Most anti-ASI political leaders who want power above all else - will tend to publicly denounce us when we are unsuccessful, but might tactically use our leaks when it suits their interests.
And if one leader doesn't further broadcast the leak, for instance because they genuinely dislike our values or methods, some other leader will. This is what has happened in all historical leaks like this, that were actually important.
If the anti-ASI politicians who actually get power are at Bismarck-level of competence, they will obviously know what to do with vigilante hacker groups like us, just as they will know what to do with groups operating more legally. If people of such skill emerge, I will actually be fine defering to their decision-making atleast to some extent.
It is possible one of these politicians even privately donates to us, while publicly denouncing us.
I'm unsure if we should attack politicians who are claiming to be anti-ASI but not actually anti-ASI
Incomplete writeups on this topic:
On one hand, it is possible the anti-ASI politicians are merely pretending to be anti-ASI, and leaking this info is valuable. On the other hand, attacking people claiming to be on our side is basically a guarantee that these people won't ally with us. Also, there's a possibility we end up wrong and they truly are anti-ASI, which we may find out only once we have targeted them significantly and they know.
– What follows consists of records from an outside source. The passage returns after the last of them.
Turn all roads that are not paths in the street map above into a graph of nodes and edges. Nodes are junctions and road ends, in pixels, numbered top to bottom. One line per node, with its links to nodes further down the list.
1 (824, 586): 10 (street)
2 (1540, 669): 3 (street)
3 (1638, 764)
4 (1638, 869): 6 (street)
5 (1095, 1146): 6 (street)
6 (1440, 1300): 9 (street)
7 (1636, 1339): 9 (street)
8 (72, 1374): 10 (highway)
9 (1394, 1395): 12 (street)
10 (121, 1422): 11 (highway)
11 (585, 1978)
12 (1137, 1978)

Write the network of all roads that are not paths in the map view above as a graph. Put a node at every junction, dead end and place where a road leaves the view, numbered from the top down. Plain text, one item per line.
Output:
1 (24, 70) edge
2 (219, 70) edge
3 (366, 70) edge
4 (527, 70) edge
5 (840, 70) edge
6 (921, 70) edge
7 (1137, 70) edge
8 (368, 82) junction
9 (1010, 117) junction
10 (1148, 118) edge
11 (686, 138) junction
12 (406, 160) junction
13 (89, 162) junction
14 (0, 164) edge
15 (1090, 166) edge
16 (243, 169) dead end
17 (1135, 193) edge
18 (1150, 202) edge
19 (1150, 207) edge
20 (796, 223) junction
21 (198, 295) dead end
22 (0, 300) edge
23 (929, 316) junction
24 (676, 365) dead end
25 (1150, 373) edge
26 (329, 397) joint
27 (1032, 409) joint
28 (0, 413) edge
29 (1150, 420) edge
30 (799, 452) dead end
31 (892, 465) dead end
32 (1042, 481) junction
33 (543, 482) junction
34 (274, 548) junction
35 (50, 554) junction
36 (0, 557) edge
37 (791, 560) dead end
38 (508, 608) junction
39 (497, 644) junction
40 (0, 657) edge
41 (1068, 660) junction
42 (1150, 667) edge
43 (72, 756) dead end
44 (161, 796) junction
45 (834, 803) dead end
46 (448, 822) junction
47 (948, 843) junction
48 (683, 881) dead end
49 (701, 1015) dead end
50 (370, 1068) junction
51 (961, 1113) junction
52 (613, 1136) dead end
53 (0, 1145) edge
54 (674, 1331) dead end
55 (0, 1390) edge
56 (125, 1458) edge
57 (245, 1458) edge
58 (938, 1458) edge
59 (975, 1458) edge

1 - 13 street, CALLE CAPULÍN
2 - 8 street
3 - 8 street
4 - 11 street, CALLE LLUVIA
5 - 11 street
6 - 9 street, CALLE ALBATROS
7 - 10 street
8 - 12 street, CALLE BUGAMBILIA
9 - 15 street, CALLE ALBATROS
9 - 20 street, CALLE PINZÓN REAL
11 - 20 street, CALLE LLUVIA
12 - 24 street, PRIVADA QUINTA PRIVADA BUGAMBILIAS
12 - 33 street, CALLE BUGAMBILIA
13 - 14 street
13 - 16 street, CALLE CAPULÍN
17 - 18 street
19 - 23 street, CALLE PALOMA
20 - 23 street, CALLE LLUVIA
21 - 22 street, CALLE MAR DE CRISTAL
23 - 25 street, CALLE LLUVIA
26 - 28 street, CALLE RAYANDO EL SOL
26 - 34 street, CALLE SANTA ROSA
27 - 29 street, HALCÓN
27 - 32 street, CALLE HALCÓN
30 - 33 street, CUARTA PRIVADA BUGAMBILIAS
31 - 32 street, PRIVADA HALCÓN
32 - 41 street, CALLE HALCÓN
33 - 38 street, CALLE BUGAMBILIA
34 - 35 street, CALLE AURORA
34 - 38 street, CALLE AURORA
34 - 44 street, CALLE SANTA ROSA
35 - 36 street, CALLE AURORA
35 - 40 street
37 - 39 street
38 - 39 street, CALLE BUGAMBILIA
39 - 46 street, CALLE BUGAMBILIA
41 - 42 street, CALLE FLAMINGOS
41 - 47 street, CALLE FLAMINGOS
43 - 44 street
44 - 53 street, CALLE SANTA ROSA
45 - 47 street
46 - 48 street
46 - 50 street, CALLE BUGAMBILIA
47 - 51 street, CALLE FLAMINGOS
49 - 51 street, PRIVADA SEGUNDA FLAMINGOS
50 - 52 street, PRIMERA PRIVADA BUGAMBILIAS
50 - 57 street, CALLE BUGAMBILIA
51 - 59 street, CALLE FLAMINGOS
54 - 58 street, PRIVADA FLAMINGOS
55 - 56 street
I am pretty confident that leaking information doesn't worsen this problem, as long as we symmetrically attack everyone. For instance, suppose Alice and Bob are both anti-ASI politicians, but one of them is more trustworthy and competent than the other. If we leak information about neither Alice nor Bob, then we haven't made the problem worse. If we attack both Alice and Bob, and we find out that Alice is truly anti-ASI but Bob is just pretending to be, and we leak this information, again we haven't made the problem worse. If we intentionally side with either Alice or Bob, and only leak information about the other one, that is where we run some risk of making the problem worse.
We could ally with people supportive of Indian or Russian or NK or Israeli or any other govt, who dont want their govt to be disempowered by the race to ASI.
Again, it is possible someone like this provides a significant donation to us.
I have a strong preference that we don't sell our zero days or unredacted datasets to other hacker groups
On moral grounds, I don't think we should sell the zero days to any other hacker groups. We should trust that we will eventually get sufficient donations.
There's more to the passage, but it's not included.